[[ Materials provided, beginning ]]
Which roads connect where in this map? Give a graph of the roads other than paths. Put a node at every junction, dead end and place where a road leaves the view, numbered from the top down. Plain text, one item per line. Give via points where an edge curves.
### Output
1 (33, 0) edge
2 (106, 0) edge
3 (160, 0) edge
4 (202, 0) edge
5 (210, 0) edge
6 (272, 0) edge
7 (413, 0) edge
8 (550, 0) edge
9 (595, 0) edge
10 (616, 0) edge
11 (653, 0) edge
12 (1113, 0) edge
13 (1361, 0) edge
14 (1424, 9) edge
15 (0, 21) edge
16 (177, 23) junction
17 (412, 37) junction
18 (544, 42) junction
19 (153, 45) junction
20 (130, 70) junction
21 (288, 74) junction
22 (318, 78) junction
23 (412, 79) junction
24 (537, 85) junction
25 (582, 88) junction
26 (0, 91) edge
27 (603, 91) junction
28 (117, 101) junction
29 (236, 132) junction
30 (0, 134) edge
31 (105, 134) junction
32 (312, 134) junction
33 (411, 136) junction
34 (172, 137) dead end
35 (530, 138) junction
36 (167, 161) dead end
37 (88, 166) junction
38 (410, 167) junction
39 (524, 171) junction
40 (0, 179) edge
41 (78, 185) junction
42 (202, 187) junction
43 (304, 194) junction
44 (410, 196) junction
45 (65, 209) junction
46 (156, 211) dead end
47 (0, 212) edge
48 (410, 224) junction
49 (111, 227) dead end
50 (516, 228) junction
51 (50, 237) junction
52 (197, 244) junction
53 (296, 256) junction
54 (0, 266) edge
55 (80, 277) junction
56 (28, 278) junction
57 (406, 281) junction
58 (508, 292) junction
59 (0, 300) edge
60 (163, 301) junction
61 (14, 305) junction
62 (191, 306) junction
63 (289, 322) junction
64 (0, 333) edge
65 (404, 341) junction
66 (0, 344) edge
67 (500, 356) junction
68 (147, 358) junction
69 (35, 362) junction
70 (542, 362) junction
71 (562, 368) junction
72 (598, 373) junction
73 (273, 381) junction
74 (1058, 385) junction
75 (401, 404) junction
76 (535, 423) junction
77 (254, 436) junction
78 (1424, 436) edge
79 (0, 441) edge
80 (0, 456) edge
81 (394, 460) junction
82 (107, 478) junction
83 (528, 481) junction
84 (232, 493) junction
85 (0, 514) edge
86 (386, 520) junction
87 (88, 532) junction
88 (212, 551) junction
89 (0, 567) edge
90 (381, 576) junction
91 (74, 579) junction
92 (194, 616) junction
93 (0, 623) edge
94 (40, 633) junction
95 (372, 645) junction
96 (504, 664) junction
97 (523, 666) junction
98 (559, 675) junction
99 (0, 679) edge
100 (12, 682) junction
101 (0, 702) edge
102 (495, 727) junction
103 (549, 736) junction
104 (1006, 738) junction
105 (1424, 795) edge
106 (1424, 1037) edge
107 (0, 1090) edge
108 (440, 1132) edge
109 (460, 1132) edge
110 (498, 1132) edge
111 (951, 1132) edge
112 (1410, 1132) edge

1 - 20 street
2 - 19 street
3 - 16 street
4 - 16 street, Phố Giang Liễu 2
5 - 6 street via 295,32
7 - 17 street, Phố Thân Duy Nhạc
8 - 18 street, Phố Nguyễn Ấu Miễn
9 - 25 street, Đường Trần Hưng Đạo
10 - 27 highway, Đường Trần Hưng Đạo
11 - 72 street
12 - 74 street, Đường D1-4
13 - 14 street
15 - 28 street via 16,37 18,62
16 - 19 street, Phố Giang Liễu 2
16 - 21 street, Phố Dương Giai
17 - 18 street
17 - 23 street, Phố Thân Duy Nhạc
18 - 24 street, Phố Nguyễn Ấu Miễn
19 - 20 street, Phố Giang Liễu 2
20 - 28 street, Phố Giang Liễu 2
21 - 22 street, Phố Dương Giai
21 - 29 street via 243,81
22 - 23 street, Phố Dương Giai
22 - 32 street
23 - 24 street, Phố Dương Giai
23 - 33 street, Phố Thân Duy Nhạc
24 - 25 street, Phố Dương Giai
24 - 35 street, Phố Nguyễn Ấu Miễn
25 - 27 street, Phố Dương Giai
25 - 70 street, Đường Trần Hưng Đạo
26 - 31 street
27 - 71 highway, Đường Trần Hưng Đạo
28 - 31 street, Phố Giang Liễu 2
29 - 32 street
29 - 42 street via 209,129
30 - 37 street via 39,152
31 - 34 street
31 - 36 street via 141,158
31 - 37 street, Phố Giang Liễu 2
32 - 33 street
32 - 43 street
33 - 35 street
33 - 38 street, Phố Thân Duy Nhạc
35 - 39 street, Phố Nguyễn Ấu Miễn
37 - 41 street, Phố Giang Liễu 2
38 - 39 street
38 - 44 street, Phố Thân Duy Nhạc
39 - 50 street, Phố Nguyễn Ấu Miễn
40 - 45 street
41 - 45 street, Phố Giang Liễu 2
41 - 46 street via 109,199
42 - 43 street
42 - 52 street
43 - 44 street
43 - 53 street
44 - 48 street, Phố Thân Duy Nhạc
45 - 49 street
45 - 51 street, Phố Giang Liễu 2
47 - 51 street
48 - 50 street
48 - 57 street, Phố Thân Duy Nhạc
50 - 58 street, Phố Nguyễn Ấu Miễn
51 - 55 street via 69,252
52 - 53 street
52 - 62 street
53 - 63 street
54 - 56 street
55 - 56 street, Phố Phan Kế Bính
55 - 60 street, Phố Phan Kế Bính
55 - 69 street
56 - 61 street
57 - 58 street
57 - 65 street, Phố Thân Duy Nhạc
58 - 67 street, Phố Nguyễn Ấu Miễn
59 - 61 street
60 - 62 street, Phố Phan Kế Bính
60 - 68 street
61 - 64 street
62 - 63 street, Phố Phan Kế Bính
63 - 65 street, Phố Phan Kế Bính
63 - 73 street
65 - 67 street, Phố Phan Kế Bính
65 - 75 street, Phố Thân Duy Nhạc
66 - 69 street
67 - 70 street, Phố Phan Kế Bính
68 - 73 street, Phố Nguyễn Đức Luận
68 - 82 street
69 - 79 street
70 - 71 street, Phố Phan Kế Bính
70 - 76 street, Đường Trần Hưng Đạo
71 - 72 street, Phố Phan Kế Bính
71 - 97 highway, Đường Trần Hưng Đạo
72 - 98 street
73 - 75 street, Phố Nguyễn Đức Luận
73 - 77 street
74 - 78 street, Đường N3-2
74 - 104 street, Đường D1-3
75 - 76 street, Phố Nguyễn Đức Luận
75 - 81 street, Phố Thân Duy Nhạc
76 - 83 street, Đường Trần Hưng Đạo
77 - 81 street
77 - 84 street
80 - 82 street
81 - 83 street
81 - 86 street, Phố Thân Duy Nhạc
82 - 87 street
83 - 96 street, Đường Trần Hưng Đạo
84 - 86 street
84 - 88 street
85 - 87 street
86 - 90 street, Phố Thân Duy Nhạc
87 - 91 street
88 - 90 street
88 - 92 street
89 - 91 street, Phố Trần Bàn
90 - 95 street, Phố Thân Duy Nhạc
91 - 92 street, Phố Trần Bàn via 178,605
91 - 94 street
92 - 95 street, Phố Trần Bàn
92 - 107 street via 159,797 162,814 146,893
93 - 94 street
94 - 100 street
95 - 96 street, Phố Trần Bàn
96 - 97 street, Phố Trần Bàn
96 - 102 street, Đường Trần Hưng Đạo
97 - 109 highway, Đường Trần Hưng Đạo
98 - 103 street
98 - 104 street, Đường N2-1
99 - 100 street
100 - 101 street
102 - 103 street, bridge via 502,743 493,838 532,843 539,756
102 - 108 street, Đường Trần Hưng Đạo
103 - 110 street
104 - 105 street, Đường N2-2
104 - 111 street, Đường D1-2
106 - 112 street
[[ Materials provided, end ]]
Required work: Write every entry out again. Leave each one exactly as it is.

Final answer:
Which roads connect where in this map? Give a graph of the roads other than paths. Put a node at every junction, dead end and place where a road leaves the view, numbered from the top down. Plain text, one item per line. Give via points where an edge curves.
### Output
1 (33, 0) edge
2 (106, 0) edge
3 (160, 0) edge
4 (202, 0) edge
5 (210, 0) edge
6 (272, 0) edge
7 (413, 0) edge
8 (550, 0) edge
9 (595, 0) edge
10 (616, 0) edge
11 (653, 0) edge
12 (1113, 0) edge
13 (1361, 0) edge
14 (1424, 9) edge
15 (0, 21) edge
16 (177, 23) junction
17 (412, 37) junction
18 (544, 42) junction
19 (153, 45) junction
20 (130, 70) junction
21 (288, 74) junction
22 (318, 78) junction
23 (412, 79) junction
24 (537, 85) junction
25 (582, 88) junction
26 (0, 91) edge
27 (603, 91) junction
28 (117, 101) junction
29 (236, 132) junction
30 (0, 134) edge
31 (105, 134) junction
32 (312, 134) junction
33 (411, 136) junction
34 (172, 137) dead end
35 (530, 138) junction
36 (167, 161) dead end
37 (88, 166) junction
38 (410, 167) junction
39 (524, 171) junction
40 (0, 179) edge
41 (78, 185) junction
42 (202, 187) junction
43 (304, 194) junction
44 (410, 196) junction
45 (65, 209) junction
46 (156, 211) dead end
47 (0, 212) edge
48 (410, 224) junction
49 (111, 227) dead end
50 (516, 228) junction
51 (50, 237) junction
52 (197, 244) junction
53 (296, 256) junction
54 (0, 266) edge
55 (80, 277) junction
56 (28, 278) junction
57 (406, 281) junction
58 (508, 292) junction
59 (0, 300) edge
60 (163, 301) junction
61 (14, 305) junction
62 (191, 306) junction
63 (289, 322) junction
64 (0, 333) edge
65 (404, 341) junction
66 (0, 344) edge
67 (500, 356) junction
68 (147, 358) junction
69 (35, 362) junction
70 (542, 362) junction
71 (562, 368) junction
72 (598, 373) junction
73 (273, 381) junction
74 (1058, 385) junction
75 (401, 404) junction
76 (535, 423) junction
77 (254, 436) junction
78 (1424, 436) edge
79 (0, 441) edge
80 (0, 456) edge
81 (394, 460) junction
82 (107, 478) junction
83 (528, 481) junction
84 (232, 493) junction
85 (0, 514) edge
86 (386, 520) junction
87 (88, 532) junction
88 (212, 551) junction
89 (0, 567) edge
90 (381, 576) junction
91 (74, 579) junction
92 (194, 616) junction
93 (0, 623) edge
94 (40, 633) junction
95 (372, 645) junction
96 (504, 664) junction
97 (523, 666) junction
98 (559, 675) junction
99 (0, 679) edge
100 (12, 682) junction
101 (0, 702) edge
102 (495, 727) junction
103 (549, 736) junction
104 (1006, 738) junction
105 (1424, 795) edge
106 (1424, 1037) edge
107 (0, 1090) edge
108 (440, 1132) edge
109 (460, 1132) edge
110 (498, 1132) edge
111 (951, 1132) edge
112 (1410, 1132) edge

1 - 20 street
2 - 19 street
3 - 16 street
4 - 16 street, Phố Giang Liễu 2
5 - 6 street via 295,32
7 - 17 street, Phố Thân Duy Nhạc
8 - 18 street, Phố Nguyễn Ấu Miễn
9 - 25 street, Đường Trần Hưng Đạo
10 - 27 highway, Đường Trần Hưng Đạo
11 - 72 street
12 - 74 street, Đường D1-4
13 - 14 street
15 - 28 street via 16,37 18,62
16 - 19 street, Phố Giang Liễu 2
16 - 21 street, Phố Dương Giai
17 - 18 street
17 - 23 street, Phố Thân Duy Nhạc
18 - 24 street, Phố Nguyễn Ấu Miễn
19 - 20 street, Phố Giang Liễu 2
20 - 28 street, Phố Giang Liễu 2
21 - 22 street, Phố Dương Giai
21 - 29 street via 243,81
22 - 23 street, Phố Dương Giai
22 - 32 street
23 - 24 street, Phố Dương Giai
23 - 33 street, Phố Thân Duy Nhạc
24 - 25 street, Phố Dương Giai
24 - 35 street, Phố Nguyễn Ấu Miễn
25 - 27 street, Phố Dương Giai
25 - 70 street, Đường Trần Hưng Đạo
26 - 31 street
27 - 71 highway, Đường Trần Hưng Đạo
28 - 31 street, Phố Giang Liễu 2
29 - 32 street
29 - 42 street via 209,129
30 - 37 street via 39,152
31 - 34 street
31 - 36 street via 141,158
31 - 37 street, Phố Giang Liễu 2
32 - 33 street
32 - 43 street
33 - 35 street
33 - 38 street, Phố Thân Duy Nhạc
35 - 39 street, Phố Nguyễn Ấu Miễn
37 - 41 street, Phố Giang Liễu 2
38 - 39 street
38 - 44 street, Phố Thân Duy Nhạc
39 - 50 street, Phố Nguyễn Ấu Miễn
40 - 45 street
41 - 45 street, Phố Giang Liễu 2
41 - 46 street via 109,199
42 - 43 street
42 - 52 street
43 - 44 street
43 - 53 street
44 - 48 street, Phố Thân Duy Nhạc
45 - 49 street
45 - 51 street, Phố Giang Liễu 2
47 - 51 street
48 - 50 street
48 - 57 street, Phố Thân Duy Nhạc
50 - 58 street, Phố Nguyễn Ấu Miễn
51 - 55 street via 69,252
52 - 53 street
52 - 62 street
53 - 63 street
54 - 56 street
55 - 56 street, Phố Phan Kế Bính
55 - 60 street, Phố Phan Kế Bính
55 - 69 street
56 - 61 street
57 - 58 street
57 - 65 street, Phố Thân Duy Nhạc
58 - 67 street, Phố Nguyễn Ấu Miễn
59 - 61 street
60 - 62 street, Phố Phan Kế Bính
60 - 68 street
61 - 64 street
62 - 63 street, Phố Phan Kế Bính
63 - 65 street, Phố Phan Kế Bính
63 - 73 street
65 - 67 street, Phố Phan Kế Bính
65 - 75 street, Phố Thân Duy Nhạc
66 - 69 street
67 - 70 street, Phố Phan Kế Bính
68 - 73 street, Phố Nguyễn Đức Luận
68 - 82 street
69 - 79 street
70 - 71 street, Phố Phan Kế Bính
70 - 76 street, Đường Trần Hưng Đạo
71 - 72 street, Phố Phan Kế Bính
71 - 97 highway, Đường Trần Hưng Đạo
72 - 98 street
73 - 75 street, Phố Nguyễn Đức Luận
73 - 77 street
74 - 78 street, Đường N3-2
74 - 104 street, Đường D1-3
75 - 76 street, Phố Nguyễn Đức Luận
75 - 81 street, Phố Thân Duy Nhạc
76 - 83 street, Đường Trần Hưng Đạo
77 - 81 street
77 - 84 street
80 - 82 street
81 - 83 street
81 - 86 street, Phố Thân Duy Nhạc
82 - 87 street
83 - 96 street, Đường Trần Hưng Đạo
84 - 86 street
84 - 88 street
85 - 87 street
86 - 90 street, Phố Thân Duy Nhạc
87 - 91 street
88 - 90 street
88 - 92 street
89 - 91 street, Phố Trần Bàn
90 - 95 street, Phố Thân Duy Nhạc
91 - 92 street, Phố Trần Bàn via 178,605
91 - 94 street
92 - 95 street, Phố Trần Bàn
92 - 107 street via 159,797 162,814 146,893
93 - 94 street
94 - 100 street
95 - 96 street, Phố Trần Bàn
96 - 97 street, Phố Trần Bàn
96 - 102 street, Đường Trần Hưng Đạo
97 - 109 highway, Đường Trần Hưng Đạo
98 - 103 street
98 - 104 street, Đường N2-1
99 - 100 street
100 - 101 street
102 - 103 street, bridge via 502,743 493,838 532,843 539,756
102 - 108 street, Đường Trần Hưng Đạo
103 - 110 street
104 - 105 street, Đường N2-2
104 - 111 street, Đường D1-2
106 - 112 street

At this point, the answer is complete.